Release slendr 0.5.0 · bodkan/slendr

Minor breaking change! Python environments of slendr are no longer automatically activated upon calling library(slendr)! Using the coalescent msprime back end and slendr's tree-sequence functions now requires making an explicit call to a new function init_env() after library(slendr) is executed. (PR #102)

Motivation for the change: A small proportion of users have been experiencing issues with broken conda environments and various other issues with Python virtual environments in general. It's hard to guess how frequent this has been, but experience from workshops and courses suggests perhaps 1 in 20 of users experiencing Python issues which hindered their ability to use slendr .(Fun fact: the first user-submitted GitHub issue upon releasing the first version of the slendr R package was... a Python virtual environment issue).

Explanation: Activating Python environments automatically upon calling library(slendr) has been a popular feature because it hid away most of the complexities of the R-Python interface that powers slendr's tree-sequence functionality. This was particularly convenient for many slendr users, particularly those who have no experience with Python at all.
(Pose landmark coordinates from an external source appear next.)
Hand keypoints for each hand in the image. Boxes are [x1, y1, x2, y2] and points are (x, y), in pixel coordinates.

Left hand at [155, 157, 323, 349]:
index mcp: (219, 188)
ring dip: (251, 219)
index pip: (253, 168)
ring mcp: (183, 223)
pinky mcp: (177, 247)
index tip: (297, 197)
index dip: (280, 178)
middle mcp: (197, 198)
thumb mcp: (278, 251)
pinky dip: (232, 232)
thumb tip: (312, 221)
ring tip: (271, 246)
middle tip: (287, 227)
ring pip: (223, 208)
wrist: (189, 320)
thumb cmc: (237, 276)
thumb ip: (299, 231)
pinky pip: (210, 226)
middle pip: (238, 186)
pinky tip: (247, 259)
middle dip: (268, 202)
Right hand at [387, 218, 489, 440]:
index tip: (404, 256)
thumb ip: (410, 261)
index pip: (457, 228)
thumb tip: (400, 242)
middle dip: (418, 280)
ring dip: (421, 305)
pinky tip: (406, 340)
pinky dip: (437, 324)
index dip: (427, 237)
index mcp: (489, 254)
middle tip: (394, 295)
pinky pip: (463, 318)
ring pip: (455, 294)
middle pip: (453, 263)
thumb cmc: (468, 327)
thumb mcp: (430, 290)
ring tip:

Unfortunately, in cases where a Python virtual environments with tskit/msprime/pyslim on a user's system ended up corrupted (or if anything else at the Python level got broken), the automatic Python environment activation performed by the library(slendr) call failed and slendr was not even loaded. Sadly, this completely pulled the rug from under slendr and there was nothing that could be done about it from its perspective (the issue happened at a low-level layer of embedded-Python before slendr could've been loaded into R). Solving these issues was not difficult for experienced users, but many slendr users have no experience with Python at all, they have never used conda, they don't understand the concept of "Python virtual environments" or how the R-Python interface works. And nor should they! After all, slendr is an R package.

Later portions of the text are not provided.